Signal Rail distinguishes two citation types for cross-file and external pointing: links to — used for canonical, internal, or explicitly host-safe references that the system should validate as part of canonical reading. When an L-xx entry cites a decision, it uses links to: D-03. This signals a relationship the system should honour and verify. external reference — used for references outside the canonical set or outside the local surface (a URL, an external document, a third-party source). External references are useful but carry no canonical authority by default.
L-04  type: Idea
      title: Scoped version tracking
      links to: D-02
      external reference: https://semver.org
In this example, D-02 is a canonical cross-file reference (links to); the semver URL is informational only (external reference). Neither creates a new local ID in 05.
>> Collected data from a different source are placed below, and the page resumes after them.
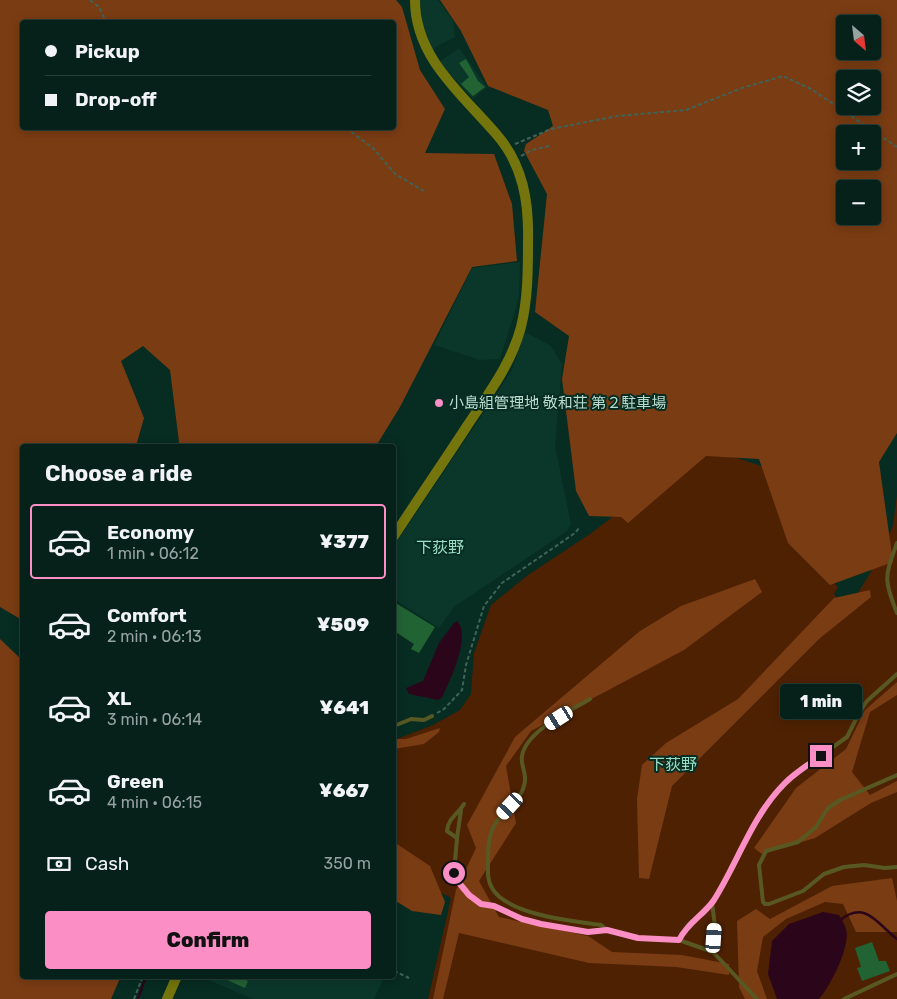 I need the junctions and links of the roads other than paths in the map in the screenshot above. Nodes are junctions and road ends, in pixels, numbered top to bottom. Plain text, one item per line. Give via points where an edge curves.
1 (415, 0) edge
2 (396, 533) edge
3 (897, 543) edge
4 (897, 613) edge
5 (897, 674) edge
6 (590, 699) dead end
7 (432, 716) road end
8 (396, 725) edge
9 (897, 775) edge
10 (457, 838) junction
11 (897, 867) edge
12 (712, 903) junction
13 (607, 930) junction
14 (679, 940) junction
15 (713, 952) junction
16 (897, 974) edge
17 (176, 979) edge
18 (167, 999) edge
19 (757, 999) edge
20 (844, 999) edge

1 - 2 street via 422,40 436,65 507,147 514,160 527,198 528,278 519,333 500,378
3 - 4 lane via 886,574 889,595
5 - 12 lane via 867,701 847,737 795,774 771,799
6 - 13 lane via 537,732 527,743 521,757 526,774 523,789 493,826 488,880 492,890 518,908 548,917 601,925
7 - 8 lane
9 - 11 lane via 828,808 816,827 798,842 766,851 759,865 763,902 769,904 803,891 824,874 844,867
10 - 10 lane via 447,831 447,827 463,806
10 - 13 lane via 455,878 481,904 541,924 588,932
12 - 14 lane via 688,925
12 - 15 lane via 715,926
13 - 14 lane via 638,938
14 - 15 lane
15 - 19 lane
16 - 20 lane
17 - 18 street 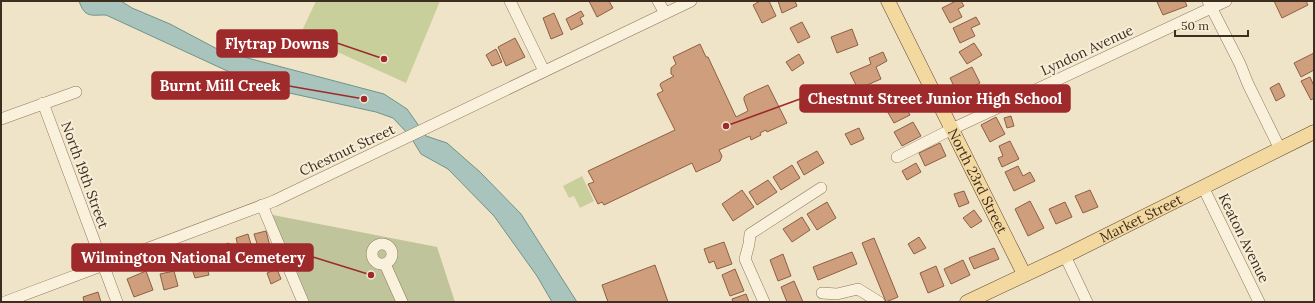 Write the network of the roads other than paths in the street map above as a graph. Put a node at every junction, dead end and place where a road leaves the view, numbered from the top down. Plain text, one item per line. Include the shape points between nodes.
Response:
1 (510, 1) edge
2 (658, 1) edge
3 (691, 1) edge
4 (888, 1) edge
5 (1226, 1) edge
6 (1209, 5) edge
7 (665, 13) junction
8 (544, 71) junction
9 (76, 92) dead end
10 (43, 103) junction
11 (1, 119) edge
12 (952, 129) junction
13 (1314, 132) edge
14 (1280, 149) junction
15 (897, 157) dead end
16 (1203, 187) junction
17 (821, 188) dead end
18 (262, 205) junction
19 (1065, 256) junction
20 (385, 264) dead end
21 (103, 265) junction
22 (1024, 274) junction
23 (822, 293) dead end
24 (5, 302) edge
25 (117, 302) edge
26 (303, 302) edge
27 (402, 302) edge
28 (764, 302) edge
29 (879, 302) edge
30 (967, 302) edge
31 (1087, 302) edge
32 (1259, 302) edge

1 - 8 street
2 - 7 street
3 - 7 street, Chestnut Street
4 - 12 main road, North 23rd Street
5 - 6 street, Lyndon Avenue
6 - 12 street, Lyndon Avenue
6 - 14 street
7 - 8 street, Chestnut Street
8 - 18 street, Chestnut Street
9 - 10 street
10 - 11 street
10 - 21 street, North 19th Street
12 - 15 street, Lyndon Avenue
12 - 22 main road, North 23rd Street
13 - 14 main road, Market Street
14 - 16 main road, Market Street
16 - 19 main road, Market Street
16 - 32 street, Keaton Avenue
17 - 28 street via 750,234 745,259
18 - 21 street, Chestnut Street
18 - 26 street
19 - 22 main road, Market Street
19 - 31 street
20 - 27 street
21 - 24 street, Chestnut Street
21 - 25 street, North 19th Street
22 - 30 main road, Market Street
23 - 29 street via 837,294 858,289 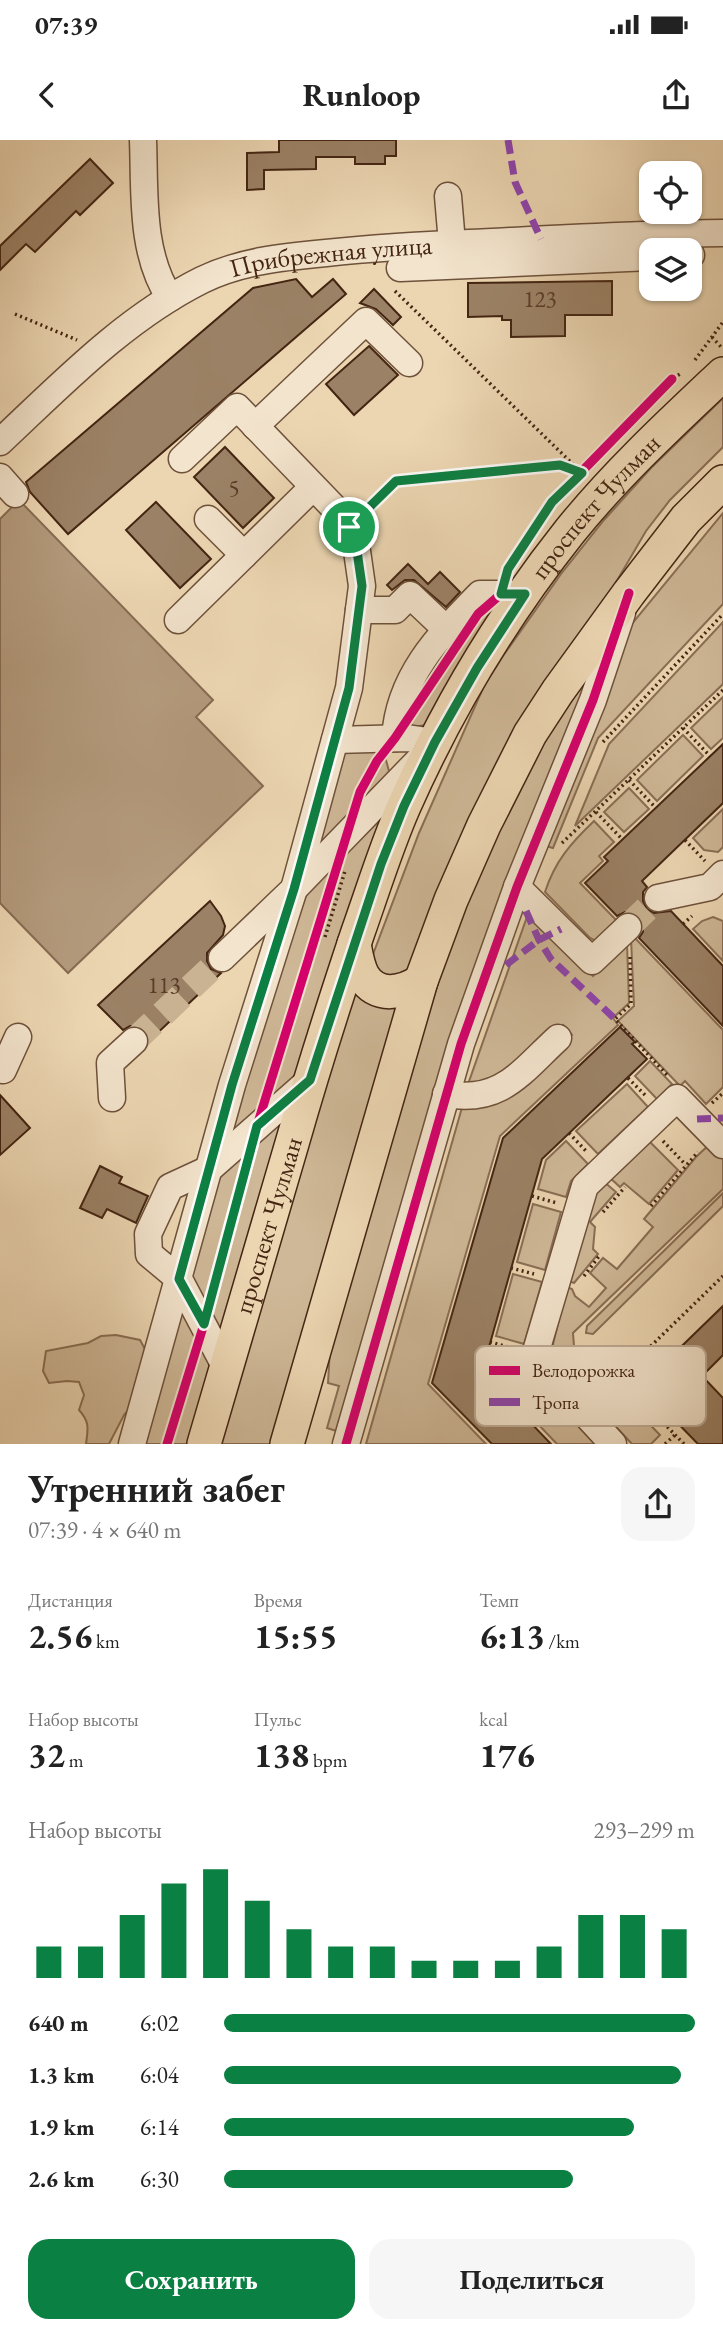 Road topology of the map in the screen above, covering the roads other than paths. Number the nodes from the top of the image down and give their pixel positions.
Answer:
1 (143, 140) edge
2 (448, 196) dead end
3 (723, 233) edge
4 (452, 243) junction
5 (639, 258) edge
6 (396, 278) road end
7 (170, 298) junction
8 (408, 363) dead end
9 (709, 368) edge
10 (255, 426) junction
11 (0, 442) edge
12 (182, 458) dead end
13 (723, 482) edge
14 (313, 487) junction
15 (208, 519) dead end
16 (244, 555) junction
17 (629, 593) junction
18 (525, 594) junction
19 (359, 610) junction
20 (178, 620) dead end
21 (446, 629) junction
22 (395, 738) junction
23 (335, 740) junction
24 (435, 742) junction
25 (517, 887) junction
26 (719, 887) edge
27 (294, 889) junction
28 (658, 898) tunnel mouth
29 (628, 927) tunnel mouth
30 (354, 944) junction
31 (222, 957) tunnel mouth
32 (421, 981) junction
33 (18, 1037) dead end
34 (558, 1038) dead end
35 (134, 1041) tunnel mouth
36 (3, 1070) dead end
37 (310, 1080) junction
38 (446, 1094) junction
39 (112, 1098) dead end
40 (719, 1141) edge
41 (209, 1169) junction
42 (179, 1279) junction
43 (538, 1346) edge
44 (226, 1368) junction
45 (596, 1426) edge
46 (132, 1444) edge
47 (204, 1444) edge
48 (287, 1444) edge
49 (346, 1444) edge
50 (613, 1444) edge

1 - 7 street
2 - 4 street
3 - 4 street, Прибрежная улица
4 - 7 street, Прибрежная улица
5 - 6 street
7 - 11 street, Прибрежная улица
8 - 10 street
9 - 18 main road, проспект Чулман
10 - 12 street
10 - 14 street
13 - 17 main road
14 - 16 street
14 - 19 street
15 - 16 street
16 - 20 street
17 - 25 street
17 - 32 main road
18 - 21 street
18 - 24 main road, проспект Чулман
19 - 21 street
19 - 23 street
21 - 22 street
22 - 23 street
22 - 24 street
23 - 27 street
24 - 27 street
24 - 30 main road, проспект Чулман
25 - 29 street
25 - 38 street
26 - 28 street
27 - 31 street
27 - 41 street
30 - 32 main road
30 - 37 main road, проспект Чулман
32 - 48 main road
33 - 36 street
34 - 38 street
35 - 39 street
37 - 41 street
37 - 44 main road, проспект Чулман
38 - 49 street
40 - 43 street
41 - 42 street
41 - 42 street
42 - 44 street
42 - 46 street
44 - 47 main road, проспект Чулман
45 - 50 street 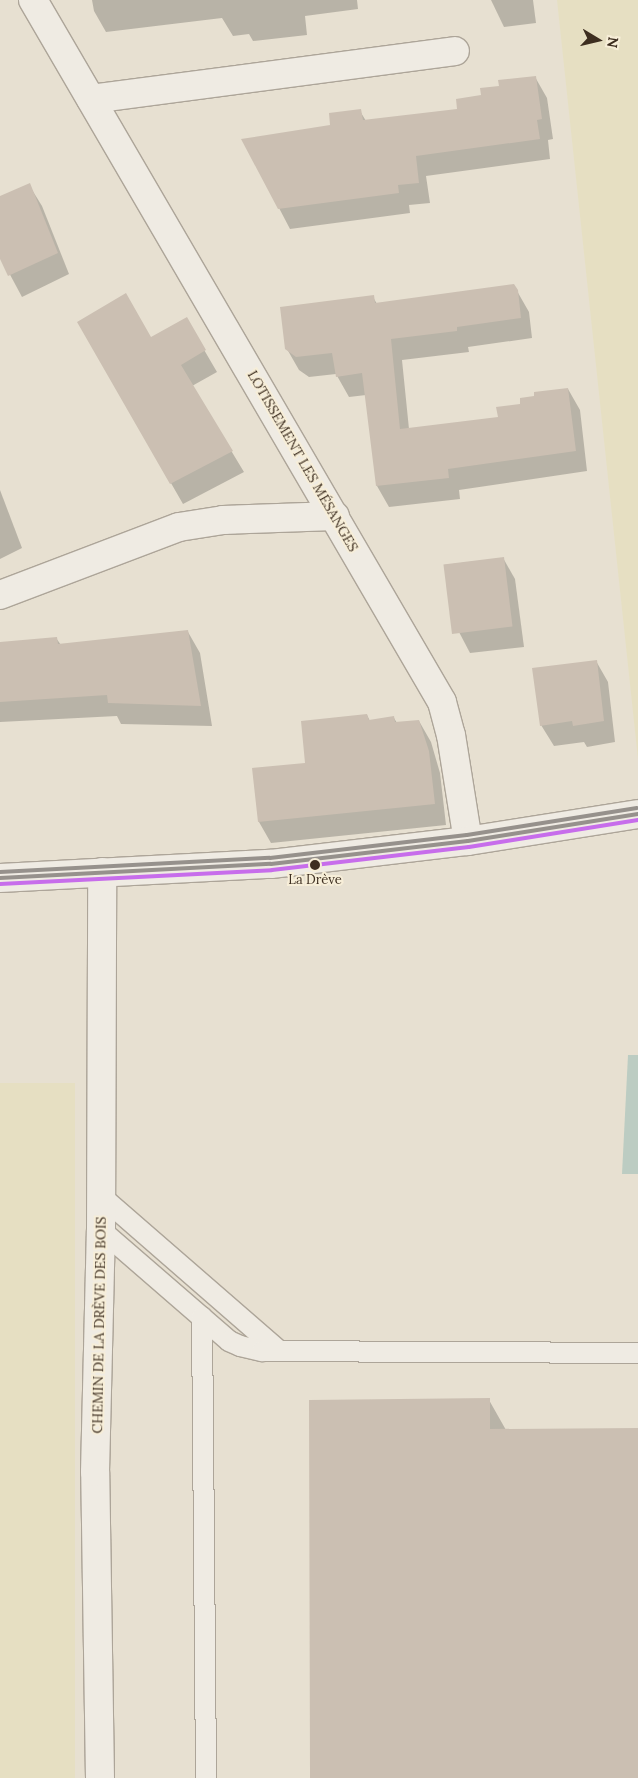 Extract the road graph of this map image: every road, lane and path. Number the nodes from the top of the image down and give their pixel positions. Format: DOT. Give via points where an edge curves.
graph roads {
  1 [pos="33,0"];
  2 [pos="455,51"];
  3 [pos="91,99"];
  4 [pos="335,516"];
  5 [pos="0,595"];
  6 [pos="638,814"];
  7 [pos="468,841"];
  8 [pos="102,872"];
  9 [pos="0,878"];
  10 [pos="101,1196"];
  11 [pos="102,1230"];
  12 [pos="202,1317"];
  13 [pos="279,1351"];
  14 [pos="638,1353"];
  15 [pos="100,1778"];
  16 [pos="206,1778"];
  1 -- 3 [label="street, LOTISSEMENT LES MÉSANGES"];
  2 -- 3 [label="street"];
  3 -- 4 [label="street, LOTISSEMENT LES MÉSANGES"];
  4 -- 5 [label="street" via="223,520 179,527"];
  4 -- 7 [label="street, LOTISSEMENT LES MÉSANGES" via="445,710"];
  6 -- 7 [label="street"];
  7 -- 8 [label="street" via="271,864"];
  8 -- 9 [label="street"];
  8 -- 10 [label="street, CHEMIN DE LA DRÈVE DES BOIS"];
  10 -- 11 [label="street, CHEMIN DE LA DRÈVE DES BOIS"];
  10 -- 13 [label="lane"];
  11 -- 12 [label="lane"];
  11 -- 15 [label="street, CHEMIN DE LA DRÈVE DES BOIS" via="95,1472"];
  12 -- 13 [label="lane" via="240,1346"];
  12 -- 16 [label="lane"];
  13 -- 14 [label="lane"];
} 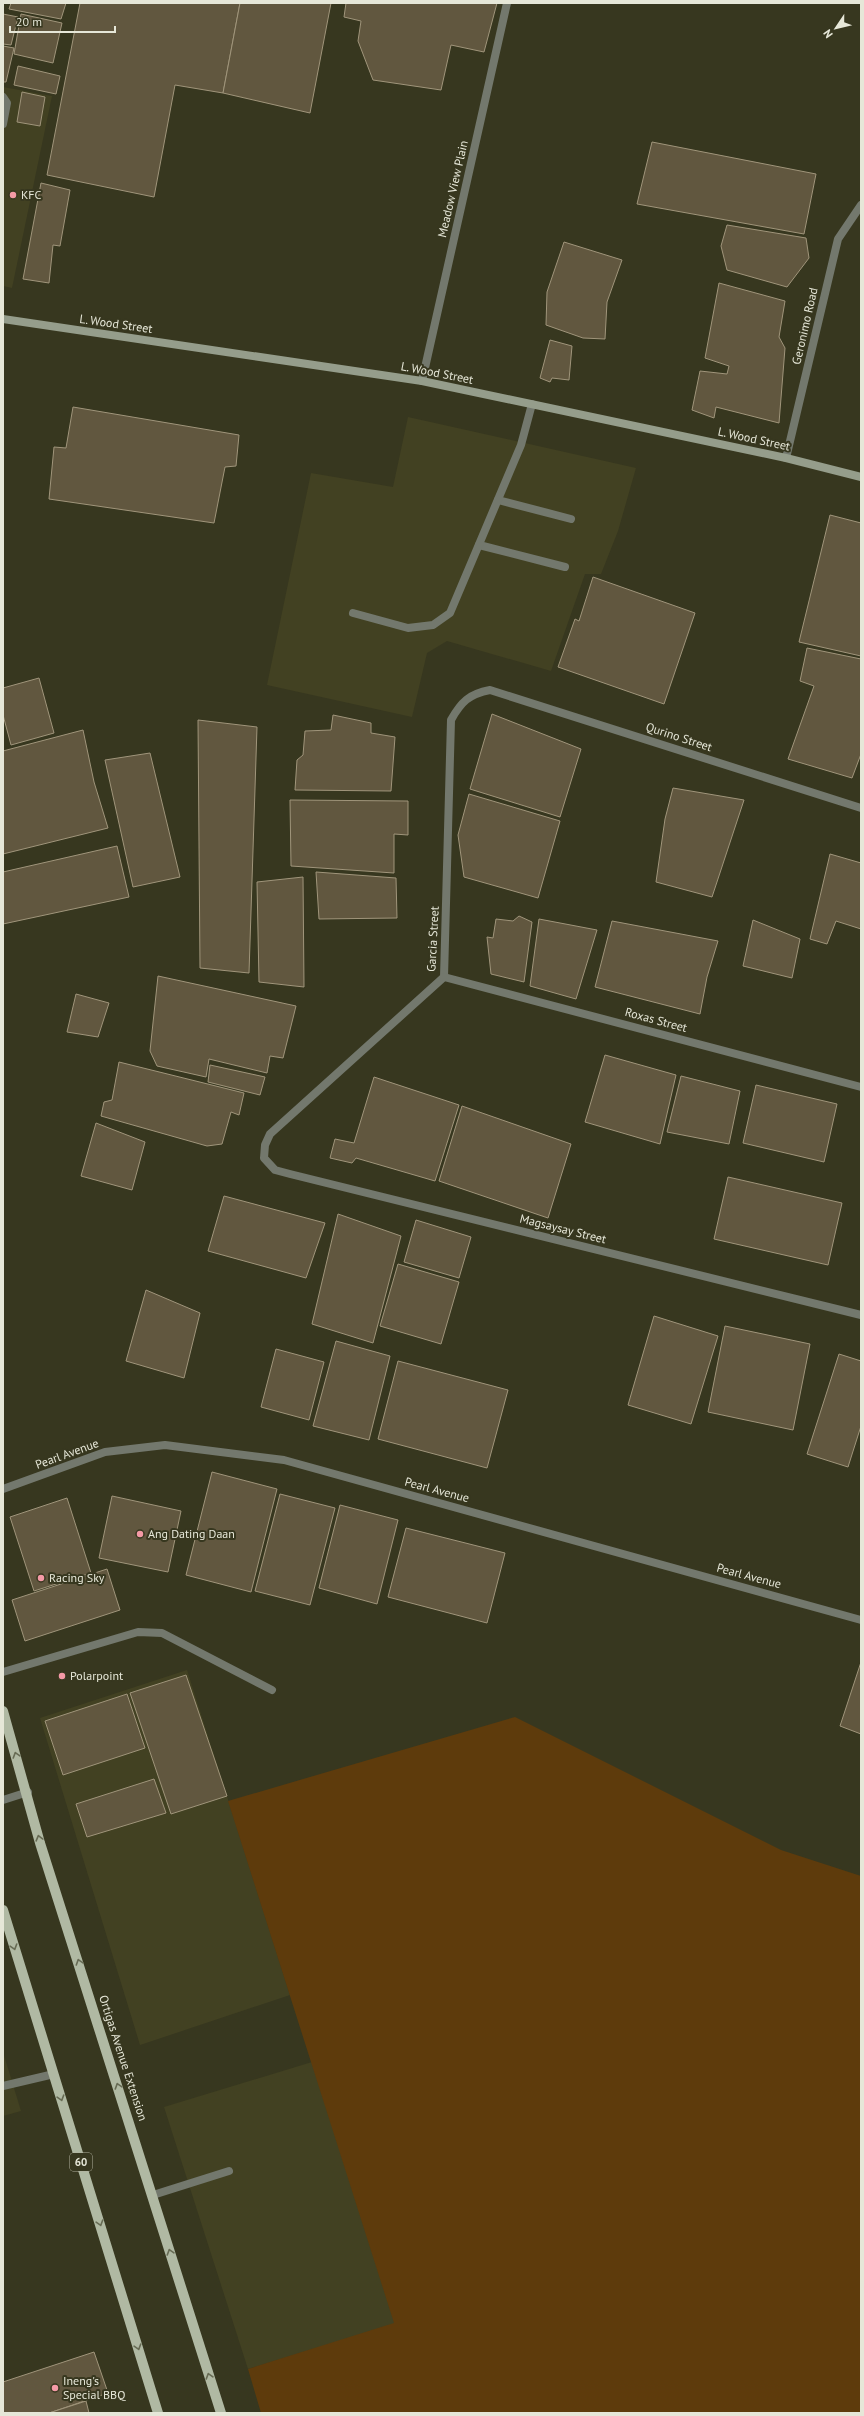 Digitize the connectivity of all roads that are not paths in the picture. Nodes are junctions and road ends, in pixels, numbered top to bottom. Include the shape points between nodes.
1 (507, 3) edge
2 (3, 97) edge
3 (3, 124) edge
4 (861, 205) edge
5 (3, 320) edge
6 (422, 381) junction
7 (532, 404) junction
8 (786, 458) junction
9 (861, 477) edge
10 (498, 500) junction
11 (571, 519) dead end
12 (479, 545) junction
13 (565, 567) dead end
14 (353, 613) dead end
15 (490, 690) joint
16 (861, 808) edge
17 (444, 977) junction
18 (861, 1086) edge
19 (264, 1158) joint
20 (861, 1315) edge
21 (3, 1489) edge
22 (861, 1620) edge
23 (3, 1672) edge
24 (272, 1690) dead end
25 (3, 1711) edge
26 (28, 1792) junction
27 (3, 1800) edge
28 (3, 1910) edge
29 (54, 2074) junction
30 (3, 2086) edge
31 (229, 2171) dead end
32 (153, 2195) junction
33 (158, 2413) edge
34 (221, 2413) edge

1 - 6 street, Meadow View Plain
2 - 3 street via 7,103
4 - 8 street, Geronimo Road via 838,239
5 - 6 main road, L. Wood Street
6 - 7 main road, L. Wood Street
7 - 8 main road, L. Wood Street
7 - 10 street via 521,445
8 - 9 main road, L. Wood Street
10 - 11 street
10 - 12 street
12 - 13 street
12 - 14 street via 450,613 433,625 408,628
15 - 16 street, Qurino Street
15 - 17 street, Garcia Street via 475,693 460,704 452,720
17 - 18 street, Roxas Street
17 - 19 street, Garcia Street via 270,1134 265,1145
19 - 20 street, Magsaysay Street via 275,1170 290,1174
21 - 22 street, Pearl Avenue via 105,1452 165,1446 284,1460
23 - 24 street via 138,1632 162,1633
26 -> 25 main road, Ortigas Avenue Extension
26 - 27 street
32 -> 26 main road, Ortigas Avenue Extension via 40,1843
28 -> 29 main road, 60
29 - 30 street
29 -> 33 main road, 60
31 - 32 street
34 -> 32 main road, Ortigas Avenue Extension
Cross-file reference pattern

When citing a foreign ID inside an entry, use the links to: field with the full ID. The foreign ID retains its authority only in its home file.
L-07  type: Spark
      title: Unified surface naming
      links to: D-04, F-01
      note: Depends on the naming decision and the identity freeze point.
D-04 and F-01 are references here. They cannot be modified through this citation, and they do not become new L-xx entries.
Do not reuse a D-xx identifier as a local Latent Ideas ID. Do not invent IDs out of sequence. Do not skip numbers. Once an ID is assigned, it is permanent — even if the entry is later archived or parked, its original ID is retired, not reused.
If you are unsure whether material is ready to become a D-xx entry, hold it in 05_latent_ideas.txt under an L-xx ID and note its gravity — the strongest plausible canonical level it might reach. A high gravity (02 or 04) signals it needs human validation before promotion.